Provided material –
━━━━━━━━
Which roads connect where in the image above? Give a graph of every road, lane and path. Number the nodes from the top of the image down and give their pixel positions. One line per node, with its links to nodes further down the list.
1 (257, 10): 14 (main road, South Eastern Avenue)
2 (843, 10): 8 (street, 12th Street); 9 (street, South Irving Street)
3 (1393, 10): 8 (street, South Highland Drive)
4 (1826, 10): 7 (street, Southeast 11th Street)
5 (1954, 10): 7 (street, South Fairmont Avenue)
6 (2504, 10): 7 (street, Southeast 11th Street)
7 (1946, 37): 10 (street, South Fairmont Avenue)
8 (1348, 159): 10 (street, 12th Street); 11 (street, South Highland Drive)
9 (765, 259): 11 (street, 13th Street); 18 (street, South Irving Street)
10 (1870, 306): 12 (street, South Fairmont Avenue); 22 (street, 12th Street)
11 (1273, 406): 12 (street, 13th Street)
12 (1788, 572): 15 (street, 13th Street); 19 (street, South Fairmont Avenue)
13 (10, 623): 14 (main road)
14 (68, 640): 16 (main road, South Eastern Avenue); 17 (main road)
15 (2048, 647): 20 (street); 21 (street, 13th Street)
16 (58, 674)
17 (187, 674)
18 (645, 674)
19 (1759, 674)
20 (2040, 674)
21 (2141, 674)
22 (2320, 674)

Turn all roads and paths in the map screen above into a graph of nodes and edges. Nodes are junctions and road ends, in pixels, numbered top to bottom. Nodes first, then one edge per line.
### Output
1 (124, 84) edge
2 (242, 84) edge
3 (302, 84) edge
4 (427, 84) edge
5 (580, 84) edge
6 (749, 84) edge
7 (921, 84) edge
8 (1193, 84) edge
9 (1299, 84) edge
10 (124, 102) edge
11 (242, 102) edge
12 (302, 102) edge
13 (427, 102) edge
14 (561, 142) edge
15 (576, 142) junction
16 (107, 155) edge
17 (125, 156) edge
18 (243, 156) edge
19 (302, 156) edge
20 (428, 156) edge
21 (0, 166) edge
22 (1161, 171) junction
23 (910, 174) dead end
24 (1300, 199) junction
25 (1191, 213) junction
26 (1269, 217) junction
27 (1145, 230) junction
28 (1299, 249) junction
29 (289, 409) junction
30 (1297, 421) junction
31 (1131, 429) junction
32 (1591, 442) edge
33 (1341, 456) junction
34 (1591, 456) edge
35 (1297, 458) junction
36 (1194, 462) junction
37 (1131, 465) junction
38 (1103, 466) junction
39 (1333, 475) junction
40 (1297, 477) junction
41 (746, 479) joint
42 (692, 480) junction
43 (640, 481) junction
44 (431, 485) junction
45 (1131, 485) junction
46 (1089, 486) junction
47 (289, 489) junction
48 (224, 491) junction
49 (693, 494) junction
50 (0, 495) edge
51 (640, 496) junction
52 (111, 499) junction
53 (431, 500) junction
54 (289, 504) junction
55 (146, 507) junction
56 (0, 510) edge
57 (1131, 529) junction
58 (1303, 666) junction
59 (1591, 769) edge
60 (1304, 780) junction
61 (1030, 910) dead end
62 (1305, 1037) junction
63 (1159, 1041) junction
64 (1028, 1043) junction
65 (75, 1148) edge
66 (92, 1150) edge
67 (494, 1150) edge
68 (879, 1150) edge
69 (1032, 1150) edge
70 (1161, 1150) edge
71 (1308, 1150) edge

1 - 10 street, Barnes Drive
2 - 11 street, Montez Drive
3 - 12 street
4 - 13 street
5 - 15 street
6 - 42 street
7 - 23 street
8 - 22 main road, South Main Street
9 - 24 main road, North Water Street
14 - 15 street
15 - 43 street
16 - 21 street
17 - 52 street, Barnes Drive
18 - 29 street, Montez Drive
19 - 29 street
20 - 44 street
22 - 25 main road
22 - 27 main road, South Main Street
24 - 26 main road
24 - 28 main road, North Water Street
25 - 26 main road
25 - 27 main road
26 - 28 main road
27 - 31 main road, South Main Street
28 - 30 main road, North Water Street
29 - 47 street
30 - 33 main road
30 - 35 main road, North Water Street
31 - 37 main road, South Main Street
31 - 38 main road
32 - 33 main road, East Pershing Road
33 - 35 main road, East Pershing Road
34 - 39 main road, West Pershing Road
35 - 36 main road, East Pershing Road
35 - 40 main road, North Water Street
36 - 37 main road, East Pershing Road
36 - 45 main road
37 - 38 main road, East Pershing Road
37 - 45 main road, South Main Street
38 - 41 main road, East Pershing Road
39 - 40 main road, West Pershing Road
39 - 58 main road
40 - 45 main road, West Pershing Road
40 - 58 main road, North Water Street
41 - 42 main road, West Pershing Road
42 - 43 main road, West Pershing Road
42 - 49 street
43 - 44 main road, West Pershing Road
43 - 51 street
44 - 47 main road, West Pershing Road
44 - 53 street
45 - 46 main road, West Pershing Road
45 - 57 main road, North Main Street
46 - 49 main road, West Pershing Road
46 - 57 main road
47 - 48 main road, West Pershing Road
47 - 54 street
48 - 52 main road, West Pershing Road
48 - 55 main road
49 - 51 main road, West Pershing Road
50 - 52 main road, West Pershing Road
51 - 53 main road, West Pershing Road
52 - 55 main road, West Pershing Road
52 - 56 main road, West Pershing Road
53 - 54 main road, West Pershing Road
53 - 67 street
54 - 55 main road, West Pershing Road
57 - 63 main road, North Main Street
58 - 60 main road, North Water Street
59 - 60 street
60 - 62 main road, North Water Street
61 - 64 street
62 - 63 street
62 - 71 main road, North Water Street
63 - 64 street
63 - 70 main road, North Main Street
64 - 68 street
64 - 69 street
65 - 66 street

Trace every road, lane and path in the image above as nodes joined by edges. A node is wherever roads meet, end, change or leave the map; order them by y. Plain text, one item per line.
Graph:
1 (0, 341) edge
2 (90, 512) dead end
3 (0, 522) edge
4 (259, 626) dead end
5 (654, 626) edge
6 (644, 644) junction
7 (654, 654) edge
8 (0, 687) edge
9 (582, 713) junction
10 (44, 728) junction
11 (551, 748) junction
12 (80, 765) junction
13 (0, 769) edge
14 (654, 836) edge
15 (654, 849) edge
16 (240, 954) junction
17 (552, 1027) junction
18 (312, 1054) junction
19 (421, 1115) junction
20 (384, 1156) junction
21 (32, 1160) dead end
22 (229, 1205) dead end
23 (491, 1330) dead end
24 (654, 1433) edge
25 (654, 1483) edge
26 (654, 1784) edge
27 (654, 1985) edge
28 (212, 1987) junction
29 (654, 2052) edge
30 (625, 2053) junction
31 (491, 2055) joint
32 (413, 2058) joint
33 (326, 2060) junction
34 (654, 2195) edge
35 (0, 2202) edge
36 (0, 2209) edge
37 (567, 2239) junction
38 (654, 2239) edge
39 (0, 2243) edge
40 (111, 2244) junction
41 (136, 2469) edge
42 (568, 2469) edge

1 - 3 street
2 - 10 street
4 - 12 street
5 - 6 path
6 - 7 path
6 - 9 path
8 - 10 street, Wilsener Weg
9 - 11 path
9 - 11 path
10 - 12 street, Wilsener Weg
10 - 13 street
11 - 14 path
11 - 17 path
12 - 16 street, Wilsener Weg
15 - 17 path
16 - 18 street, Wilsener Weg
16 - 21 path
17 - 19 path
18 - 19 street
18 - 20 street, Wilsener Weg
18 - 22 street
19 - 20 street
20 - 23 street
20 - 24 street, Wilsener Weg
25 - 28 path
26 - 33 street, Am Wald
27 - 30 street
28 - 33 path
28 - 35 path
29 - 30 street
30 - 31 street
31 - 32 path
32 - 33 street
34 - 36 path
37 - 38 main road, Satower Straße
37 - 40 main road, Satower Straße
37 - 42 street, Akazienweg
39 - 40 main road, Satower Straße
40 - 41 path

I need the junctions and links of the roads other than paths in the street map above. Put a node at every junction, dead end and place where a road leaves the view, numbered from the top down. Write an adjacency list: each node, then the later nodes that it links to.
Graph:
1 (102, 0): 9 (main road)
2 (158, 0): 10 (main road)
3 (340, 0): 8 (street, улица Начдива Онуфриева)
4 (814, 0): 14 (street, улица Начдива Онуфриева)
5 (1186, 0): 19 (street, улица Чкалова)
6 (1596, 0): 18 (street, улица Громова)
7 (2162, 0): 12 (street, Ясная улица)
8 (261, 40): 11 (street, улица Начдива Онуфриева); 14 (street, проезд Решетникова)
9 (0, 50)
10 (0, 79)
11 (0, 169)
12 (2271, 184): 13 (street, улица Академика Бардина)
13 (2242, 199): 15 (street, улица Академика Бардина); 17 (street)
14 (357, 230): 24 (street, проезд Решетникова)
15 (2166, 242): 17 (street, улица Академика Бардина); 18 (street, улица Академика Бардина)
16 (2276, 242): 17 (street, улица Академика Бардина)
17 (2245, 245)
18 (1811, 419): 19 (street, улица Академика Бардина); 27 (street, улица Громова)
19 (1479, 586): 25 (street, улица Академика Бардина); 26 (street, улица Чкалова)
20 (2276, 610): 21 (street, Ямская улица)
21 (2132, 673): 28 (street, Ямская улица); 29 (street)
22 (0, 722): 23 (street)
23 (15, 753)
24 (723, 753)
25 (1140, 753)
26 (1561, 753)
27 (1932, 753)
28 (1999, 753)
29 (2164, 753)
━━━━━━━━
Task objective – Please list every line of the records that contains "nodes".

Answer section –
Which roads connect where in the image above? Give a graph of every road, lane and path. Number the nodes from the top of the image down and give their pixel positions. One line per node, with its links to nodes further down the list.
Turn all roads and paths in the map screen above into a graph of nodes and edges. Nodes are junctions and road ends, in pixels, numbered top to bottom. Nodes first, then one edge per line.
Trace every road, lane and path in the image above as nodes joined by edges. A node is wherever roads meet, end, change or leave the map; order them by y. Plain text, one item per line.
I need the junctions and links of the roads other than paths in the street map above. Put a node at every junction, dead end and place where a road leaves the view, numbered from the top down. Write an adjacency list: each node, then the later nodes that it links to.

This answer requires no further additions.